In 1630, the currency situation in Portuguese India was a complex tapestry of official Portuguese coinage, local and regional currencies, and a chronic shortage of specie. The official currency was the Portuguese
real, with higher-value gold
cruzados and silver
tostões minted at the Crown's mint in Goa. However, the supply of these coins was consistently insufficient for the vast trade networks of the Estado da Ída, leading to a reliance on a multitude of foreign coins that circulated freely.
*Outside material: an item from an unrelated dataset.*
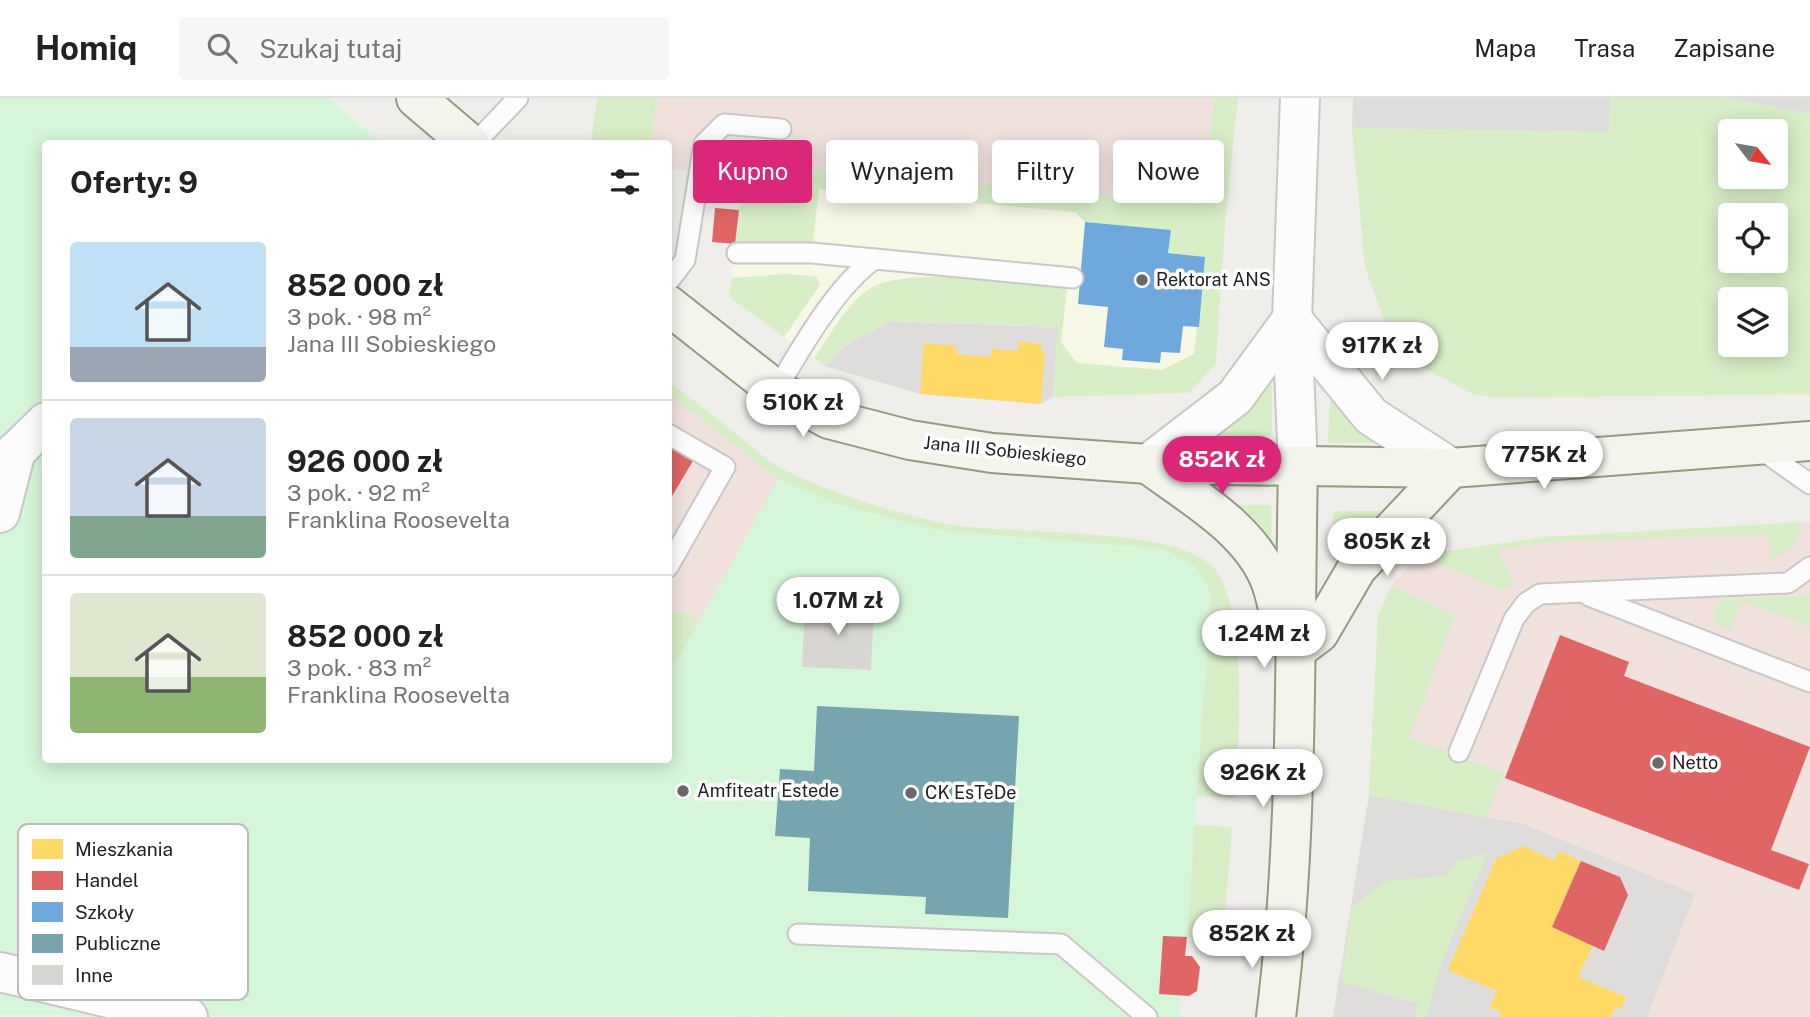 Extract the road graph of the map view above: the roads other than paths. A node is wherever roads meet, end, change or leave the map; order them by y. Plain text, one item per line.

The most important of these were Spanish pieces of eight (reales) and their fractional coins, which flowed in from Manila and the New World, alongside Venetian ducats, Mughal rupees, and various other gold
huns and pagodas from neighboring Indian states.
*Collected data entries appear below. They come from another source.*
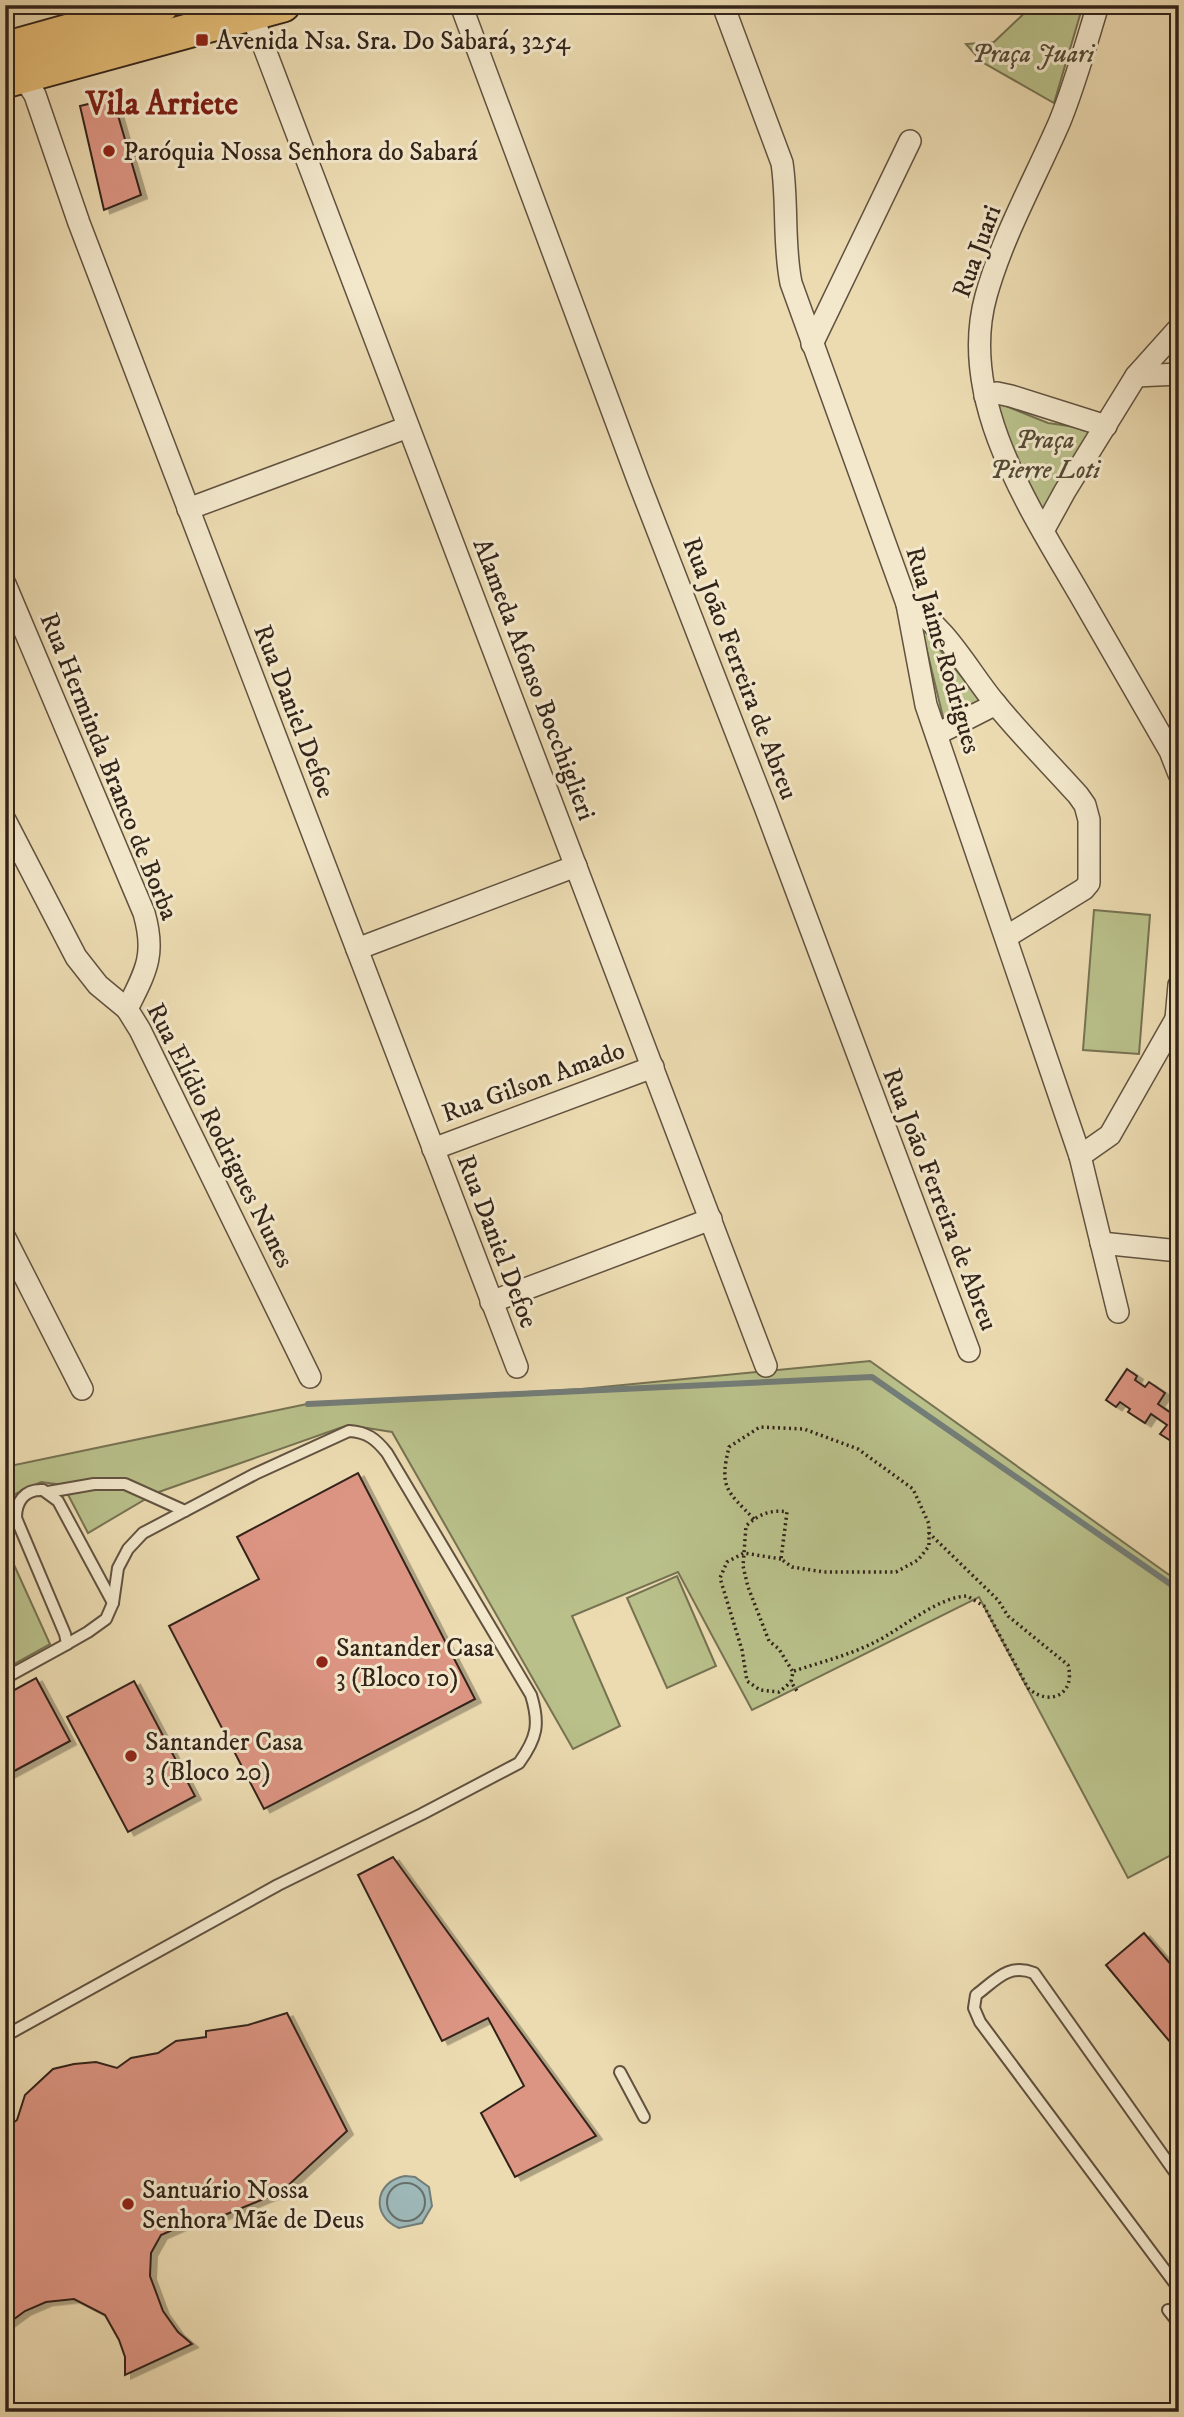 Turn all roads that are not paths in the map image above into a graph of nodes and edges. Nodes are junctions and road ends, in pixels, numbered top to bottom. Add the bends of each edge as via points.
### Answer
1 (162, 5) edge
2 (461, 5) edge
3 (723, 5) edge
4 (1098, 5) edge
5 (267, 9) edge
6 (11, 68) edge
7 (909, 141) dead end
8 (1179, 328) edge
9 (812, 344) junction
10 (1179, 374) edge
11 (1136, 376) junction
12 (985, 396) junction
13 (1107, 426) junction
14 (408, 427) junction
15 (188, 509) junction
16 (1043, 531) junction
17 (5, 584) edge
18 (907, 604) junction
19 (996, 704) junction
20 (937, 734) junction
21 (1175, 750) edge
22 (1179, 774) edge
23 (5, 820) edge
24 (576, 866) junction
25 (1006, 937) junction
26 (357, 949) junction
27 (1179, 985) edge
28 (127, 1009) junction
29 (1178, 1020) edge
30 (653, 1066) junction
31 (433, 1149) junction
32 (1080, 1156) junction
33 (711, 1219) junction
34 (5, 1238) edge
35 (1101, 1243) junction
36 (1179, 1251) edge
37 (491, 1302) junction
38 (1118, 1312) dead end
39 (969, 1351) dead end
40 (766, 1366) dead end
41 (517, 1367) dead end
42 (310, 1377) dead end
43 (82, 1388) dead end
44 (48, 1492) junction
45 (185, 1511) junction
46 (113, 1603) junction
47 (67, 1644) junction
48 (5, 1678) edge
49 (5, 2036) edge
50 (620, 2072) dead end
51 (644, 2117) dead end
52 (1179, 2178) edge
53 (1179, 2289) edge
54 (1168, 2310) dead end
55 (1179, 2324) edge

1 - 6 main road
2 - 39 street, Rua João Ferreira de Abreu
3 - 9 street, Rua Jaime Rodrigues via 782,163 787,265
4 - 12 street, Rua Juari via 1061,118 997,260 985,299 980,331
5 - 6 main road
5 - 14 street, Alameda Afonso Bocchiglieri
6 - 15 street, Rua Daniel Defoe via 35,95
7 - 9 street
8 - 11 street
9 - 18 street, Rua Jaime Rodrigues
10 - 11 street
11 - 13 street
12 - 13 street via 1011,396
12 - 16 street, Rua Juari via 1012,472
13 - 16 street
14 - 15 street
14 - 24 street, Alameda Afonso Bocchiglieri
15 - 26 street, Rua Daniel Defoe
16 - 21 street, Rua Juari
17 - 28 street, Rua Herminda Branco de Borba via 148,928 150,956
18 - 19 street via 945,636
18 - 20 street, Rua Jaime Rodrigues via 922,688
19 - 20 street
19 - 25 street via 1078,795 1089,820 1089,883
20 - 25 street, Rua Jaime Rodrigues
21 - 22 street, Rua Juari
23 - 28 street, Rua Elídio Rodrigues Nunes via 76,957 98,985
24 - 26 street
24 - 30 street, Alameda Afonso Bocchiglieri
25 - 32 street, Rua Jaime Rodrigues
26 - 31 street, Rua Daniel Defoe
27 - 29 street
28 - 42 street, Rua Elídio Rodrigues Nunes
29 - 32 street via 1110,1135
30 - 31 street, Rua Gilson Amado
30 - 33 street, Alameda Afonso Bocchiglieri
31 - 37 street, Rua Daniel Defoe
32 - 35 street, Rua Jaime Rodrigues
33 - 37 street
33 - 40 street, Alameda Afonso Bocchiglieri
34 - 43 street
35 - 36 street
35 - 38 street, Rua Jaime Rodrigues
37 - 41 street, Rua Daniel Defoe
44 - 45 lane via 125,1484
44 - 46 lane via 58,1501
44 - 47 lane via 36,1490 21,1498 16,1518
45 - 46 lane via 143,1533 128,1549 118,1568
45 - 49 lane via 349,1431 367,1434 387,1453 531,1695 537,1730 519,1763 278,1885
46 - 47 lane via 106,1619
47 - 48 lane
50 - 51 lane
52 - 53 lane via 1034,1973 1022,1968 1006,1972 976,1995 974,2008 980,2022
54 - 55 lane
This monetary pluralism created significant administrative and economic challenges. The constant fluctuation in value between different coins, based on their metallic purity and weight, complicated all transactions. To bring order, Portuguese authorities regularly issued
taxas (official valuation tables) that fixed exchange rates between these myriad currencies. However, these rates often conflicted with market values, leading to arbitrage, confusion in accounting, and frequent complaints from merchants. Furthermore, the shortage of coinage was so severe that it hampered the payment of soldiers and officials, sometimes leading to mutinies and forcing the use of goods or credit for salaries.
Underlying these issues was the declining economic and military position of the Estado da Ída. By 1630, Portuguese trade dominance was being aggressively challenged by the Dutch and English East India Companies, who were capturing key trade routes and blockading Goa. This external pressure strangled the flow of trade revenues and precious metals into Portuguese coffers, exacerbating the currency crisis. Thus, the monetary disarray of 1630 was not merely a financial problem but a direct symptom of the wider geopolitical and economic decay of Portuguese power in Asia.